Stored items

..............................

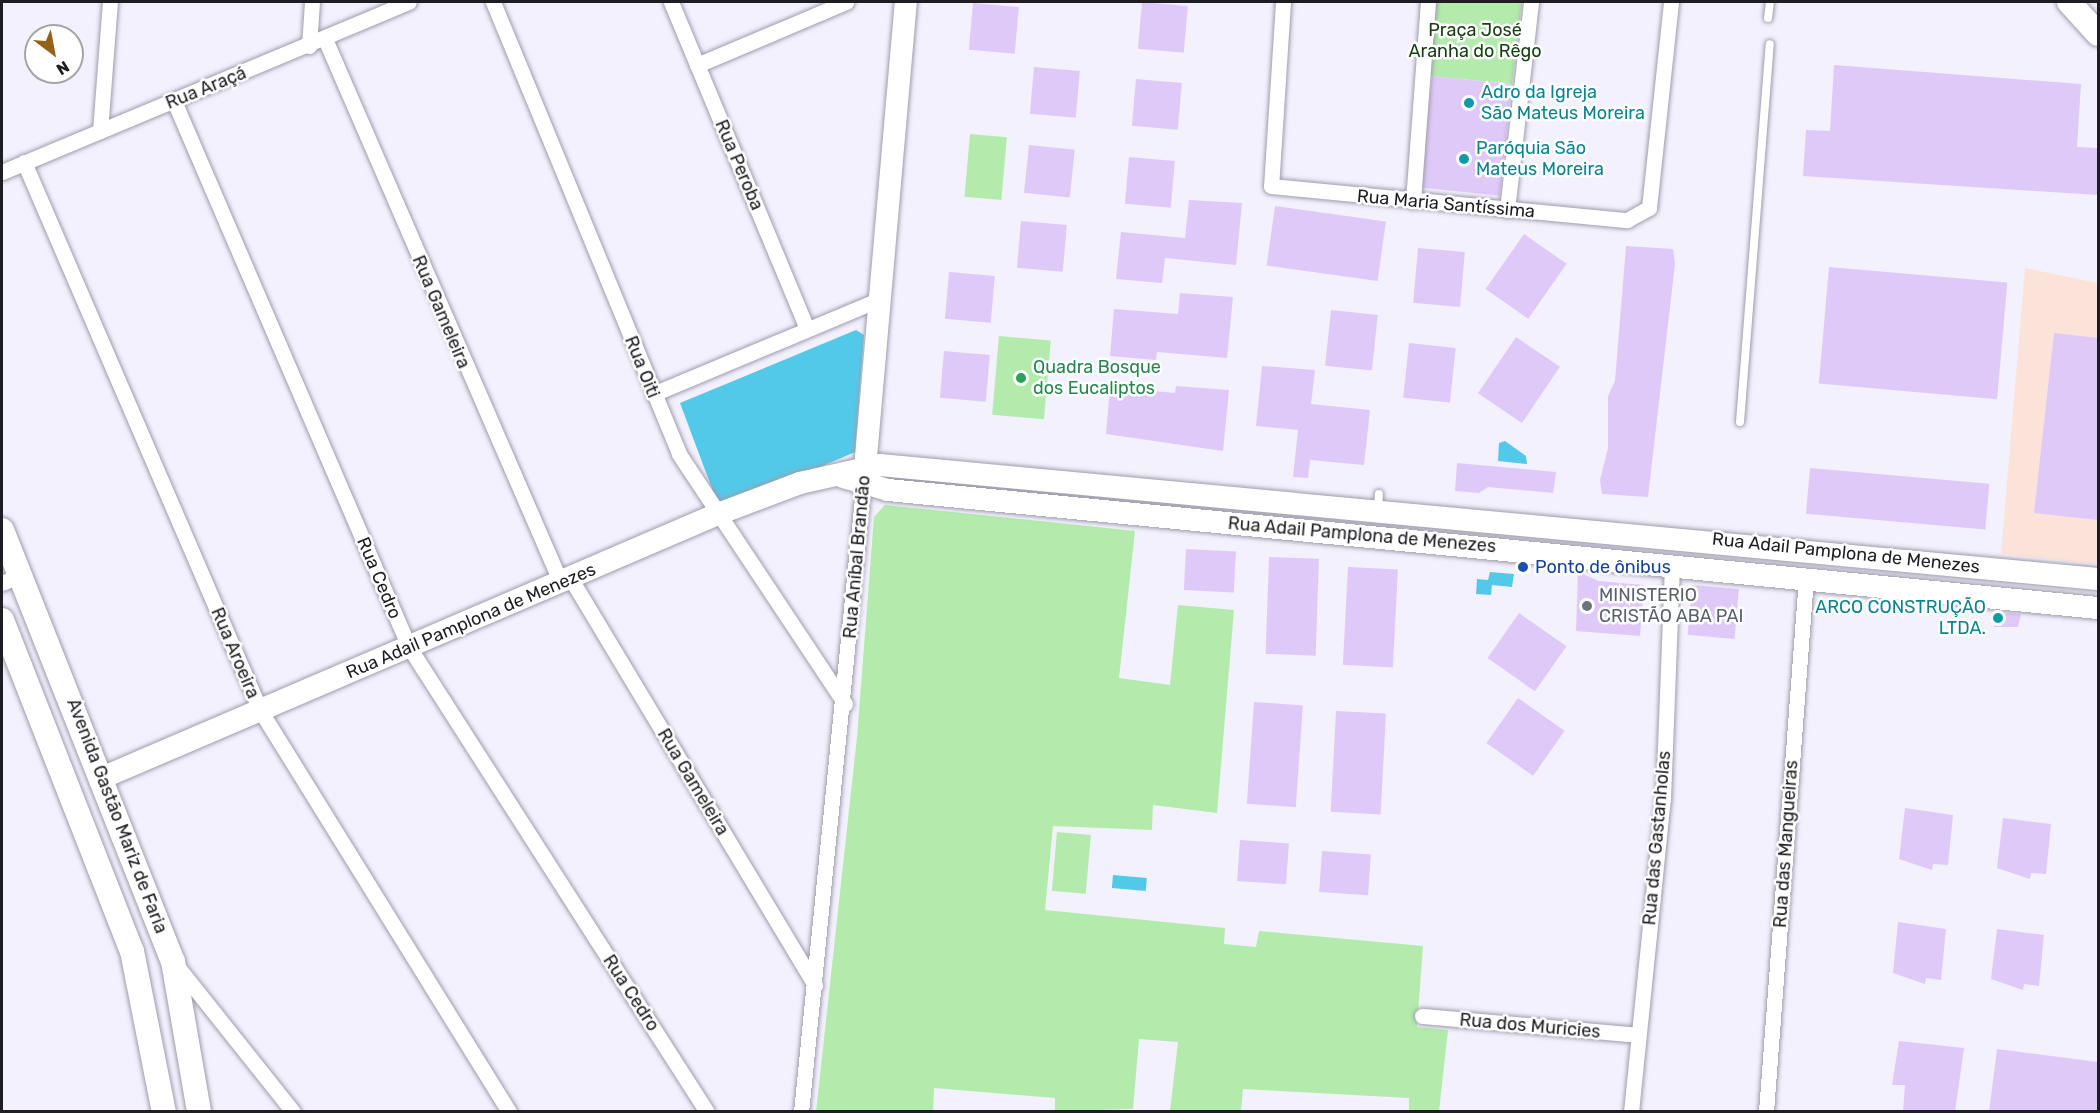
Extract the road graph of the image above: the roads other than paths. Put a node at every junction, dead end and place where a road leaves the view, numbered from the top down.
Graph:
1 (110, 2) edge
2 (312, 2) edge
3 (409, 2) edge
4 (493, 2) edge
5 (671, 2) edge
6 (846, 2) edge
7 (906, 2) edge
8 (1283, 2) edge
9 (1428, 2) edge
10 (1531, 2) edge
11 (1671, 2) edge
12 (1770, 2) edge
13 (2069, 2) edge
14 (1768, 18) dead end
15 (2098, 34) edge
16 (325, 39) junction
17 (1770, 44) dead end
18 (309, 46) junction
19 (697, 65) junction
20 (174, 101) junction
21 (100, 131) junction
22 (24, 162) junction
23 (2, 172) edge
24 (1413, 201) junction
25 (1507, 210) junction
26 (878, 300) junction
27 (807, 328) junction
28 (653, 394) junction
29 (1740, 422) dead end
30 (864, 477) junction
31 (1094, 485) junction
32 (1160, 492) junction
33 (1056, 507) junction
34 (1322, 507) junction
35 (1122, 513) junction
36 (718, 514) junction
37 (2, 530) edge
38 (1321, 533) junction
39 (1655, 534) junction
40 (1720, 541) junction
41 (1615, 559) junction
42 (1678, 565) junction
43 (1806, 577) junction
44 (11, 579) edge
45 (2098, 579) edge
46 (566, 581) junction
47 (2098, 608) edge
48 (2, 620) edge
49 (409, 647) junction
50 (845, 704) junction
51 (260, 710) junction
52 (104, 777) junction
53 (173, 961) junction
54 (815, 985) junction
55 (1422, 1016) dead end
56 (1638, 1035) junction
57 (164, 1112) edge
58 (200, 1112) edge
59 (294, 1112) edge
60 (509, 1112) edge
61 (707, 1112) edge
62 (801, 1112) edge
63 (1631, 1112) edge
64 (1766, 1112) edge

1 - 21 street
2 - 18 street
3 - 16 street, Rua Araçá
4 - 28 street, Rua Oiti
5 - 19 street, Rua Peroba
6 - 19 street
7 - 26 main road, Rua Aníbal Brandão
8 - 24 street, Rua Maria Santíssima
9 - 24 street
10 - 25 street
11 - 25 street, Rua Maria Santíssima
12 - 14 lane
13 - 15 main road
16 - 18 street, Rua Araçá
16 - 46 street, Rua Gameleira
17 - 29 lane
18 - 20 street, Rua Araçá
19 - 27 street, Rua Peroba
20 - 21 street, Rua Araçá
20 - 49 street, Rua Cedro
21 - 22 street, Rua Araçá
22 - 23 street, Rua Araçá
22 - 51 street, Rua Aroeira
24 - 25 street, Rua Maria Santíssima
26 - 27 street
26 - 30 main road, Rua Aníbal Brandão
27 - 28 street
28 - 36 street, Rua Oiti
30 - 31 main road, Rua Adail Pamplona de Menezes
30 - 33 main road, Rua Adail Pamplona de Menezes
30 - 36 main road, Rua Adail Pamplona de Menezes
30 - 50 street, Rua Aníbal Brandão
31 - 32 main road, Rua Adail Pamplona de Menezes
31 - 33 main road
32 - 34 main road, Rua Adail Pamplona de Menezes
32 - 35 main road
33 - 35 main road, Rua Adail Pamplona de Menezes
34 - 38 main road
34 - 39 main road, Rua Adail Pamplona de Menezes
35 - 38 main road, Rua Adail Pamplona de Menezes
36 - 46 main road, Rua Adail Pamplona de Menezes
36 - 50 street, Rua Oiti
37 - 44 main road, Avenida Gastão Mariz de Faria
38 - 41 main road, Rua Adail Pamplona de Menezes
39 - 40 main road, Rua Adail Pamplona de Menezes
39 - 41 main road
40 - 42 main road
40 - 45 main road, Rua Adail Pamplona de Menezes
41 - 42 main road, Rua Adail Pamplona de Menezes
42 - 43 main road, Rua Adail Pamplona de Menezes
42 - 56 street, Rua das Gastanholas
43 - 47 main road, Rua Adail Pamplona de Menezes
43 - 64 street, Rua das Mangueiras
44 - 52 main road, Avenida Gastão Mariz de Faria
46 - 49 main road, Rua Adail Pamplona de Menezes
46 - 54 street, Rua Gameleira
48 - 57 main road, Avenida Gastão Mariz de Faria
49 - 51 main road, Rua Adail Pamplona de Menezes
49 - 61 street, Rua Cedro
50 - 54 street, Rua Aníbal Brandão
51 - 52 main road, Rua Adail Pamplona de Menezes
51 - 60 street, Rua Aroeira
52 - 53 main road, Avenida Gastão Mariz de Faria
53 - 58 main road, Avenida Gastão Mariz de Faria
53 - 59 street
54 - 62 street, Rua Aníbal Brandão
55 - 56 street, Rua dos Muricies
56 - 63 street, Rua das Gastanholas

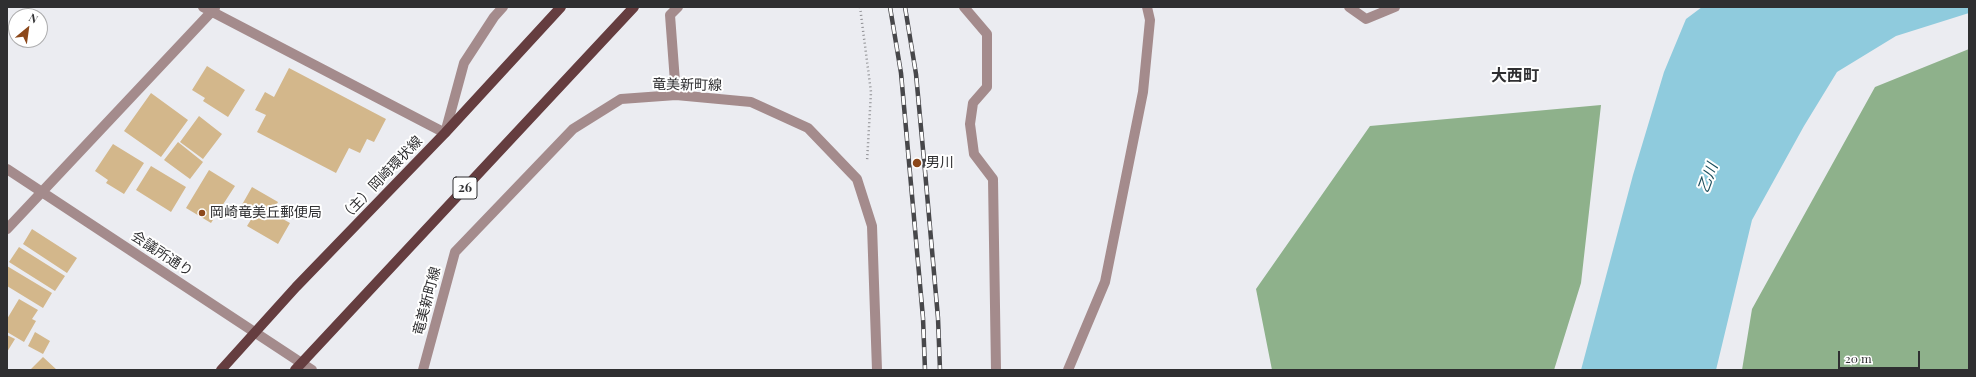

..............................

▶ **EXERCISE DIRECTIONS**: Copy every record exactly as written, leaving out the pictures.

▶ **RESULT OF THIS EXERCISE**:
Extract the road graph of the image above: the roads other than paths. Put a node at every junction, dead end and place where a road leaves the view, numbered from the top down.
Graph:
1 (110, 2) edge
2 (312, 2) edge
3 (409, 2) edge
4 (493, 2) edge
5 (671, 2) edge
6 (846, 2) edge
7 (906, 2) edge
8 (1283, 2) edge
9 (1428, 2) edge
10 (1531, 2) edge
11 (1671, 2) edge
12 (1770, 2) edge
13 (2069, 2) edge
14 (1768, 18) dead end
15 (2098, 34) edge
16 (325, 39) junction
17 (1770, 44) dead end
18 (309, 46) junction
19 (697, 65) junction
20 (174, 101) junction
21 (100, 131) junction
22 (24, 162) junction
23 (2, 172) edge
24 (1413, 201) junction
25 (1507, 210) junction
26 (878, 300) junction
27 (807, 328) junction
28 (653, 394) junction
29 (1740, 422) dead end
30 (864, 477) junction
31 (1094, 485) junction
32 (1160, 492) junction
33 (1056, 507) junction
34 (1322, 507) junction
35 (1122, 513) junction
36 (718, 514) junction
37 (2, 530) edge
38 (1321, 533) junction
39 (1655, 534) junction
40 (1720, 541) junction
41 (1615, 559) junction
42 (1678, 565) junction
43 (1806, 577) junction
44 (11, 579) edge
45 (2098, 579) edge
46 (566, 581) junction
47 (2098, 608) edge
48 (2, 620) edge
49 (409, 647) junction
50 (845, 704) junction
51 (260, 710) junction
52 (104, 777) junction
53 (173, 961) junction
54 (815, 985) junction
55 (1422, 1016) dead end
56 (1638, 1035) junction
57 (164, 1112) edge
58 (200, 1112) edge
59 (294, 1112) edge
60 (509, 1112) edge
61 (707, 1112) edge
62 (801, 1112) edge
63 (1631, 1112) edge
64 (1766, 1112) edge

1 - 21 street
2 - 18 street
3 - 16 street, Rua Araçá
4 - 28 street, Rua Oiti
5 - 19 street, Rua Peroba
6 - 19 street
7 - 26 main road, Rua Aníbal Brandão
8 - 24 street, Rua Maria Santíssima
9 - 24 street
10 - 25 street
11 - 25 street, Rua Maria Santíssima
12 - 14 lane
13 - 15 main road
16 - 18 street, Rua Araçá
16 - 46 street, Rua Gameleira
17 - 29 lane
18 - 20 street, Rua Araçá
19 - 27 street, Rua Peroba
20 - 21 street, Rua Araçá
20 - 49 street, Rua Cedro
21 - 22 street, Rua Araçá
22 - 23 street, Rua Araçá
22 - 51 street, Rua Aroeira
24 - 25 street, Rua Maria Santíssima
26 - 27 street
26 - 30 main road, Rua Aníbal Brandão
27 - 28 street
28 - 36 street, Rua Oiti
30 - 31 main road, Rua Adail Pamplona de Menezes
30 - 33 main road, Rua Adail Pamplona de Menezes
30 - 36 main road, Rua Adail Pamplona de Menezes
30 - 50 street, Rua Aníbal Brandão
31 - 32 main road, Rua Adail Pamplona de Menezes
31 - 33 main road
32 - 34 main road, Rua Adail Pamplona de Menezes
32 - 35 main road
33 - 35 main road, Rua Adail Pamplona de Menezes
34 - 38 main road
34 - 39 main road, Rua Adail Pamplona de Menezes
35 - 38 main road, Rua Adail Pamplona de Menezes
36 - 46 main road, Rua Adail Pamplona de Menezes
36 - 50 street, Rua Oiti
37 - 44 main road, Avenida Gastão Mariz de Faria
38 - 41 main road, Rua Adail Pamplona de Menezes
39 - 40 main road, Rua Adail Pamplona de Menezes
39 - 41 main road
40 - 42 main road
40 - 45 main road, Rua Adail Pamplona de Menezes
41 - 42 main road, Rua Adail Pamplona de Menezes
42 - 43 main road, Rua Adail Pamplona de Menezes
42 - 56 street, Rua das Gastanholas
43 - 47 main road, Rua Adail Pamplona de Menezes
43 - 64 street, Rua das Mangueiras
44 - 52 main road, Avenida Gastão Mariz de Faria
46 - 49 main road, Rua Adail Pamplona de Menezes
46 - 54 street, Rua Gameleira
48 - 57 main road, Avenida Gastão Mariz de Faria
49 - 51 main road, Rua Adail Pamplona de Menezes
49 - 61 street, Rua Cedro
50 - 54 street, Rua Aníbal Brandão
51 - 52 main road, Rua Adail Pamplona de Menezes
51 - 60 street, Rua Aroeira
52 - 53 main road, Avenida Gastão Mariz de Faria
53 - 58 main road, Avenida Gastão Mariz de Faria
53 - 59 street
54 - 62 street, Rua Aníbal Brandão
55 - 56 street, Rua dos Muricies
56 - 63 street, Rua das Gastanholas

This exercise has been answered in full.